------ SUPPLIED RECORDS
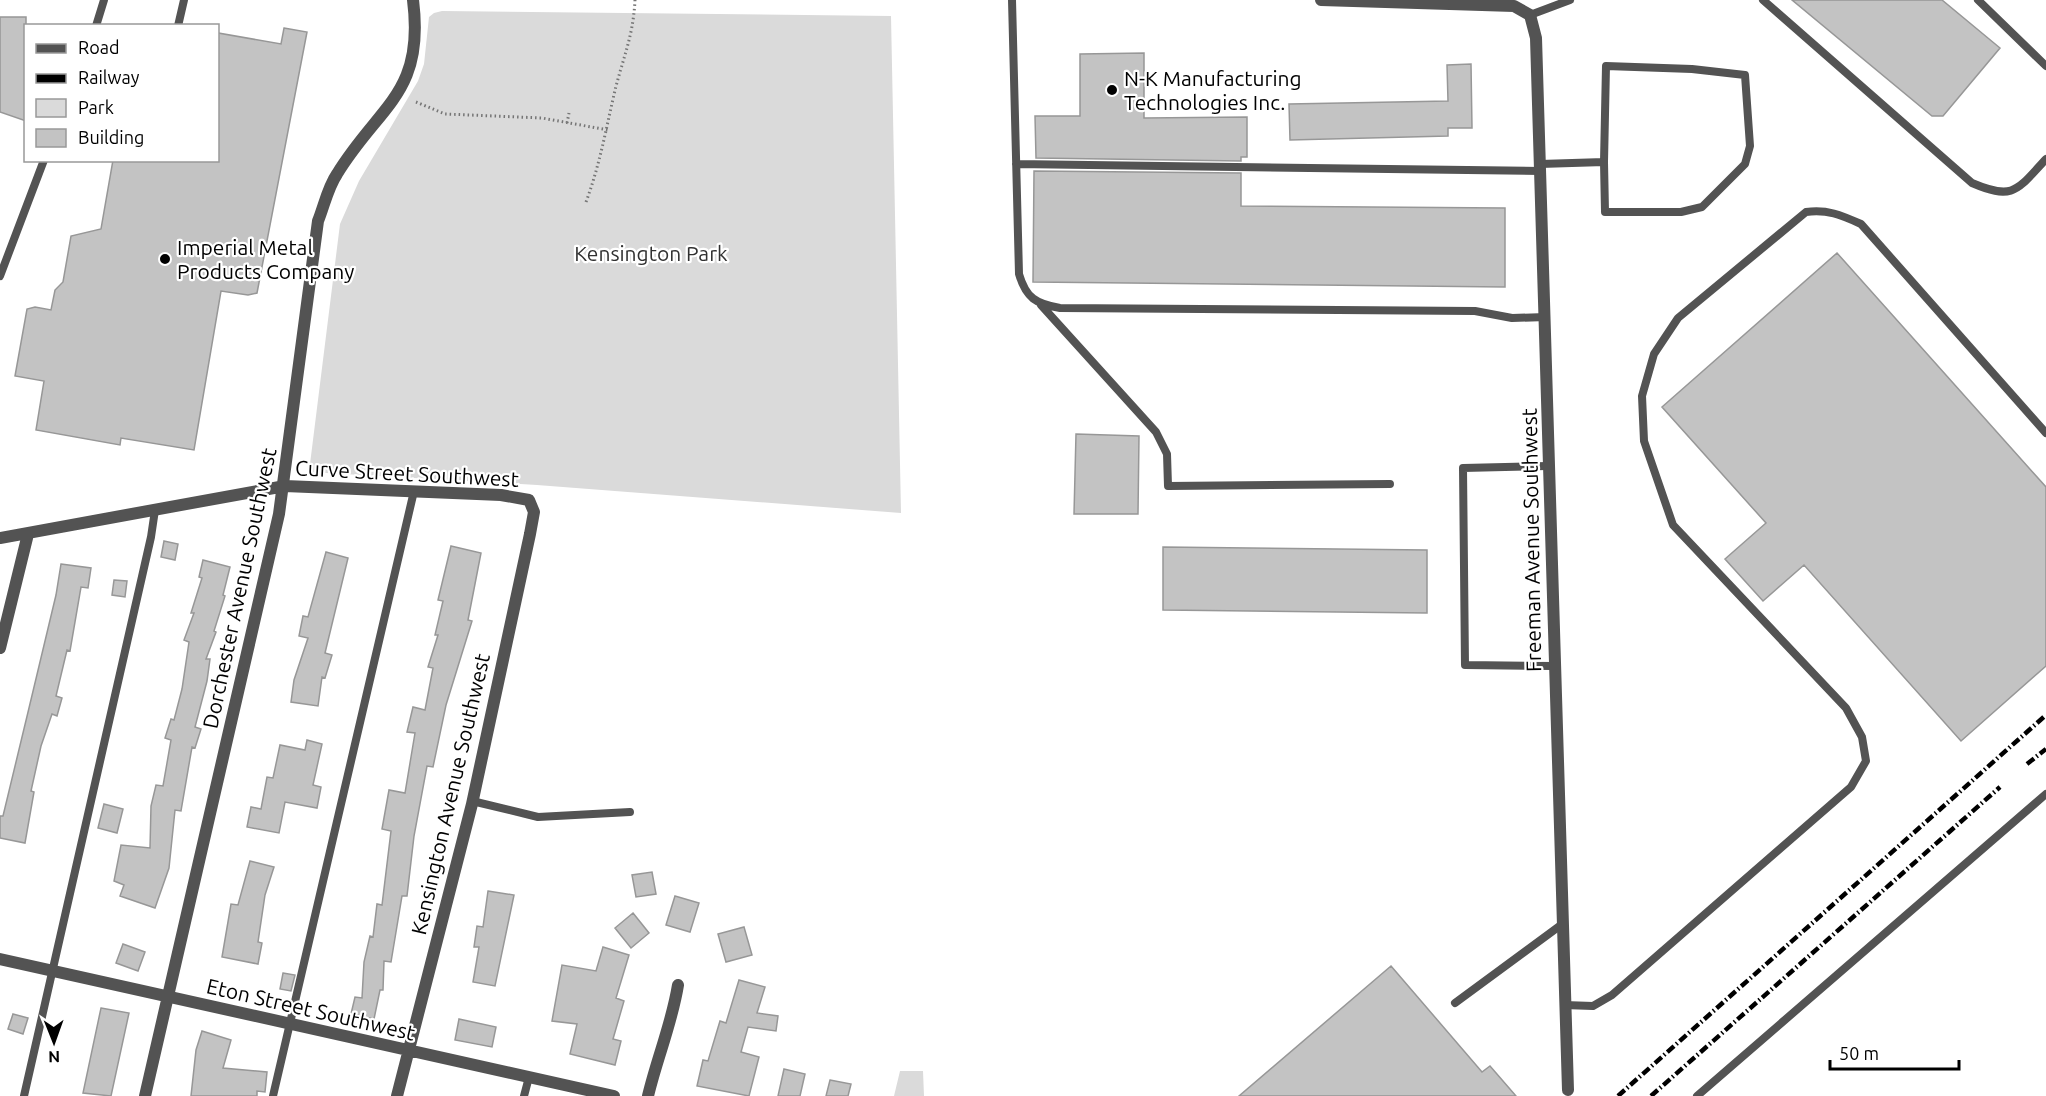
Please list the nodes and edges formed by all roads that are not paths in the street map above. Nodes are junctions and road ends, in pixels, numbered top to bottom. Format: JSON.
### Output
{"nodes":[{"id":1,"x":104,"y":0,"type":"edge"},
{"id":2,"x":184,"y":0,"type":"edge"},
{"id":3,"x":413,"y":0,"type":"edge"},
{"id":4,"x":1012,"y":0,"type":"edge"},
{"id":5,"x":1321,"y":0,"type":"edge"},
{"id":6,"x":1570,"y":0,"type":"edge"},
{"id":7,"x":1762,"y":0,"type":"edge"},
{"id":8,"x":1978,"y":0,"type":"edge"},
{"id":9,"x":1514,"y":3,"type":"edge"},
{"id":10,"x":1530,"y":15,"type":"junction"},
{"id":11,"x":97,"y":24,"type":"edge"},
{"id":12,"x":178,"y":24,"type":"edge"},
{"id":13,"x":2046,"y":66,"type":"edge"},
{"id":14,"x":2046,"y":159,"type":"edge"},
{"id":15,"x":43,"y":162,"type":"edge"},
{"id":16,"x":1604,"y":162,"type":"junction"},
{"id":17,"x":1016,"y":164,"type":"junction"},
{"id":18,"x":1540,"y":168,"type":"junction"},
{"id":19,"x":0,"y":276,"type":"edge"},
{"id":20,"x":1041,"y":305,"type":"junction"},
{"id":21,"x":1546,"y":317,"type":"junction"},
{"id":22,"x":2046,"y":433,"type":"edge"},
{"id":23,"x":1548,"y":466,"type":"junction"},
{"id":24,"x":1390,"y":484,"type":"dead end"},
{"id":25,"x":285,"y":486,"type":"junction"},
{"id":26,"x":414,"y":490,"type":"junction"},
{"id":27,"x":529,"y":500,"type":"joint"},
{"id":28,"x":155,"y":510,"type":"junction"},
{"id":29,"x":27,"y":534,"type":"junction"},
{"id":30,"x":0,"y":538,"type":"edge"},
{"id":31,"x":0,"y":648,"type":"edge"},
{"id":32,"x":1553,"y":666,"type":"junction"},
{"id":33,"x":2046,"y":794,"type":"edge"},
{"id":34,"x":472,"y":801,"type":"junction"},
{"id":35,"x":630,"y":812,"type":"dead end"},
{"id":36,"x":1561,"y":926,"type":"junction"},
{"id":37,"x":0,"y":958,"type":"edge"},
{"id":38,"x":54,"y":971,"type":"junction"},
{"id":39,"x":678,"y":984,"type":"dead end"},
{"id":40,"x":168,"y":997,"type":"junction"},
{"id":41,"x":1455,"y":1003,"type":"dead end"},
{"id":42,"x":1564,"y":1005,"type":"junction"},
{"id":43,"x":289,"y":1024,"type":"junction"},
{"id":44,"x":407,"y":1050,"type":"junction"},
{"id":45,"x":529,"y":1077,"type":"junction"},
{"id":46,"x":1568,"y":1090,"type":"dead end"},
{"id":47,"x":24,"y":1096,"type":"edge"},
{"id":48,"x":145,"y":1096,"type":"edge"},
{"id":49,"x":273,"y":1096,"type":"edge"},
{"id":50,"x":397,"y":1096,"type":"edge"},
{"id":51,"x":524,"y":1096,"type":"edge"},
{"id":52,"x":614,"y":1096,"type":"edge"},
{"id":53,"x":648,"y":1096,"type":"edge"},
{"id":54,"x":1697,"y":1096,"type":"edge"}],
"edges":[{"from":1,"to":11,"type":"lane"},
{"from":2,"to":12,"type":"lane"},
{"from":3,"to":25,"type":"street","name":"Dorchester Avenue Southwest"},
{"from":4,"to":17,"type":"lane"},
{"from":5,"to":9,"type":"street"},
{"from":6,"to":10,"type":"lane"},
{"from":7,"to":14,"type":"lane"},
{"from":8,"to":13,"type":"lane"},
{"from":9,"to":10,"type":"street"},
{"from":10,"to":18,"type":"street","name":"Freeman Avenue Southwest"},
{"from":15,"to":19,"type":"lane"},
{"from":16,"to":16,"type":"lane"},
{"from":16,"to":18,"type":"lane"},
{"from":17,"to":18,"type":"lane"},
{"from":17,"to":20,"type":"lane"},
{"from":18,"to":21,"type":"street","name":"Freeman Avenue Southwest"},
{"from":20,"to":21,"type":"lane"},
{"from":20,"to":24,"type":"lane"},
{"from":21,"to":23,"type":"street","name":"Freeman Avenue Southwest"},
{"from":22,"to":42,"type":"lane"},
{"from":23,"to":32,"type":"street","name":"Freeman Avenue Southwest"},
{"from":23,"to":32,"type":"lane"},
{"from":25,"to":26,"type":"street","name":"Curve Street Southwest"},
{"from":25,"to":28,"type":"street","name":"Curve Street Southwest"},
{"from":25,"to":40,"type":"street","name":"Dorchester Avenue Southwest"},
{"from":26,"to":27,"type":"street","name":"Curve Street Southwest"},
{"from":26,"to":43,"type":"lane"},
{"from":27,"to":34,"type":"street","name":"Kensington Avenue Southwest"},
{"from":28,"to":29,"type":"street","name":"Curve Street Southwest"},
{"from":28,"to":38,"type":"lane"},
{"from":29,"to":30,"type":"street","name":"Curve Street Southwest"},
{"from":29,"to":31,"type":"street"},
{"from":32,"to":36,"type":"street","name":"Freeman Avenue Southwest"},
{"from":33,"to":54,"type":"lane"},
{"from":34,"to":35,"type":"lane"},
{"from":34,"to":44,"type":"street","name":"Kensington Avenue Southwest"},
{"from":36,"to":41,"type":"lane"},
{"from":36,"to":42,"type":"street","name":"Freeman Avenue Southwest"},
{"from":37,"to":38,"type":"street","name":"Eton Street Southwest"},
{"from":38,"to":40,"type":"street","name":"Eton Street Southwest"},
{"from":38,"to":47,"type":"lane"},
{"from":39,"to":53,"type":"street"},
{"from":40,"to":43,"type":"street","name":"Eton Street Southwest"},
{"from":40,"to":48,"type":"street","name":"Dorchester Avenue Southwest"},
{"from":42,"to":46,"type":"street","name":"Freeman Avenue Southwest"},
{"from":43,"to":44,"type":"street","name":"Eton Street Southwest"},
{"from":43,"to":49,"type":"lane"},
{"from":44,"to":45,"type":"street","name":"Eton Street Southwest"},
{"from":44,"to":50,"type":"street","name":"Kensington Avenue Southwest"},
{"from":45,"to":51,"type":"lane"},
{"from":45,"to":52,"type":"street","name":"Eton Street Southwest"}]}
------------
INSTRUCTIONS TO FOLLOW >>
Please state only the number of lines above that hold the string "edges".

FINISHED EXERCISE >>
2